» What is expected: Copy out the lines below that hold the word "nodes".

■ ■ ■ ■ ■

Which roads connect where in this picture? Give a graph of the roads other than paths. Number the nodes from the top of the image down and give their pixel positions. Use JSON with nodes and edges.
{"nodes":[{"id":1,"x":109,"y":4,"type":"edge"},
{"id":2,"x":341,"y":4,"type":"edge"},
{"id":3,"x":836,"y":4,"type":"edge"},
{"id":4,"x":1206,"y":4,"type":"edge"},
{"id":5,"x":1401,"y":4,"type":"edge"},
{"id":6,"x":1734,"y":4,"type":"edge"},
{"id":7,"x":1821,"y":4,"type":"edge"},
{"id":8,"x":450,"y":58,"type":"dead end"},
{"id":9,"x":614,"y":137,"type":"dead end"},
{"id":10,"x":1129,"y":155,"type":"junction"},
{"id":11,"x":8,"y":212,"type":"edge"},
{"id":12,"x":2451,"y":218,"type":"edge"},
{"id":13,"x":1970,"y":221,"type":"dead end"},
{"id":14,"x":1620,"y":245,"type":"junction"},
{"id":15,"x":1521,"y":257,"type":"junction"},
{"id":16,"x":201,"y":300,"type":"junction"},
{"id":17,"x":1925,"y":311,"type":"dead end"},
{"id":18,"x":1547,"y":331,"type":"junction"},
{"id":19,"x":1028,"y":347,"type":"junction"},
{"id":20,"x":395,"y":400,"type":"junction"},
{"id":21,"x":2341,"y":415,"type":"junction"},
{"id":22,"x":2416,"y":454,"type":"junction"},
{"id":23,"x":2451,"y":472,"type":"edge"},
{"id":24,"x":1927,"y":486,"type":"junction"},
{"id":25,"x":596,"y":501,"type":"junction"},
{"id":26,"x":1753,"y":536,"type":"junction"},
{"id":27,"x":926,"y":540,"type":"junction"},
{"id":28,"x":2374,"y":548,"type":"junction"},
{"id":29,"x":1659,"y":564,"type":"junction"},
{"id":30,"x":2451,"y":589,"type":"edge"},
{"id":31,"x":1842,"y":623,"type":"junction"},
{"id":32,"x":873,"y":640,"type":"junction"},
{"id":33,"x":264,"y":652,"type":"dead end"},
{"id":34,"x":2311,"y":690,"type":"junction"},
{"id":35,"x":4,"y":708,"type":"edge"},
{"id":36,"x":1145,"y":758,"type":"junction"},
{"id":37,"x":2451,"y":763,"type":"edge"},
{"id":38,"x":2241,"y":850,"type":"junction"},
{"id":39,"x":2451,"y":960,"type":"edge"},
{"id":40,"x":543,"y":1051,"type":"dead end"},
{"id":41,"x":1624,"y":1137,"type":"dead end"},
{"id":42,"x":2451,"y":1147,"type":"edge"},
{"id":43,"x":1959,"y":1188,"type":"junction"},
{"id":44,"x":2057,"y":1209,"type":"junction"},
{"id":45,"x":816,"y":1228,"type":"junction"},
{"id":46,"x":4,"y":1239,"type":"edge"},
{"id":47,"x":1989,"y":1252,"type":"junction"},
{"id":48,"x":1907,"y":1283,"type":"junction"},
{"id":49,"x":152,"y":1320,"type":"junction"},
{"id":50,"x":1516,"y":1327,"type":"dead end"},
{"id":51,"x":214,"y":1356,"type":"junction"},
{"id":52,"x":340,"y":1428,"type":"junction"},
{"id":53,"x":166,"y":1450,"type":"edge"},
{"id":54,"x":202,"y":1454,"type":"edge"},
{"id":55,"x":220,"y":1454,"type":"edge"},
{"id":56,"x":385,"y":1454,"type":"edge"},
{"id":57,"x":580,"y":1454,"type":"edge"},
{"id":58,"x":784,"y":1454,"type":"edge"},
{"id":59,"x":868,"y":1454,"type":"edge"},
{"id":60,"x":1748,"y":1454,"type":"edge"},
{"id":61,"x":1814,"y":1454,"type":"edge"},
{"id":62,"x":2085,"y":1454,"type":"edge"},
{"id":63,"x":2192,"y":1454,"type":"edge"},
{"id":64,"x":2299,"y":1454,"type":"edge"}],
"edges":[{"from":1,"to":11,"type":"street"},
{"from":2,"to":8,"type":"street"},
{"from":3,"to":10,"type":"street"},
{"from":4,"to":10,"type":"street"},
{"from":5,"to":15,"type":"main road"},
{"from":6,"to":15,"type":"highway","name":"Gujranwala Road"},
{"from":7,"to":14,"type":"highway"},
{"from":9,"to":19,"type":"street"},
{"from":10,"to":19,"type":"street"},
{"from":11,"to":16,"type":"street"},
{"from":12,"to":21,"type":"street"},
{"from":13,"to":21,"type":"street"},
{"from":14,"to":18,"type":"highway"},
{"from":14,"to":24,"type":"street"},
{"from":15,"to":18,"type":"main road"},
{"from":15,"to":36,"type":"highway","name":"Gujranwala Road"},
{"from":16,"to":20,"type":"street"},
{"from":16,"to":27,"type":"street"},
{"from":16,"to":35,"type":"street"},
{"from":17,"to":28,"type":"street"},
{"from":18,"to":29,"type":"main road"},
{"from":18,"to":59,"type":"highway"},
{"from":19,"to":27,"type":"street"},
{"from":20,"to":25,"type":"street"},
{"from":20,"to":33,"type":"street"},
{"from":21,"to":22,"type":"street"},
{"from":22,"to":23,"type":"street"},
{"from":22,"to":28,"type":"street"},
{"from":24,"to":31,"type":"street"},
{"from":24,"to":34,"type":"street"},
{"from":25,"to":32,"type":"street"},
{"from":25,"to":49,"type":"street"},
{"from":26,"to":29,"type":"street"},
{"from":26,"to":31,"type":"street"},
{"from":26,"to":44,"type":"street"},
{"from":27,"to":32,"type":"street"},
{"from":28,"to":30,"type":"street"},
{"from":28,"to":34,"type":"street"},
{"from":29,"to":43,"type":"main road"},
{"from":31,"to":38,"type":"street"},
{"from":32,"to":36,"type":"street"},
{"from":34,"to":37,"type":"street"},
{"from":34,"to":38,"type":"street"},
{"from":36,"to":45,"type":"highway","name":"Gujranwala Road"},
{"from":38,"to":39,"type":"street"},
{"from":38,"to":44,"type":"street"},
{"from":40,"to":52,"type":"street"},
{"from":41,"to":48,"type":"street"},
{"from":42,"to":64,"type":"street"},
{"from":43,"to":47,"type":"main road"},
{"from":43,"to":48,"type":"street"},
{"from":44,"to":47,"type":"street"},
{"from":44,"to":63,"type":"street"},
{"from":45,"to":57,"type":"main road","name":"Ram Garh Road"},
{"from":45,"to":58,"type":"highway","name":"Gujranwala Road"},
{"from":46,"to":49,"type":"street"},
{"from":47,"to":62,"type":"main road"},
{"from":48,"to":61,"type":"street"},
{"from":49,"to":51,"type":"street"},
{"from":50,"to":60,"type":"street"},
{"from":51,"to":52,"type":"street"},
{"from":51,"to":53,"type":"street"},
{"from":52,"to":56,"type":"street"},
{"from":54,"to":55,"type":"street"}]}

■ ■ ■ ■ ■

» Response area:
Which roads connect where in this picture? Give a graph of the roads other than paths. Number the nodes from the top of the image down and give their pixel positions. Use JSON with nodes and edges.
{"nodes":[{"id":1,"x":109,"y":4,"type":"edge"},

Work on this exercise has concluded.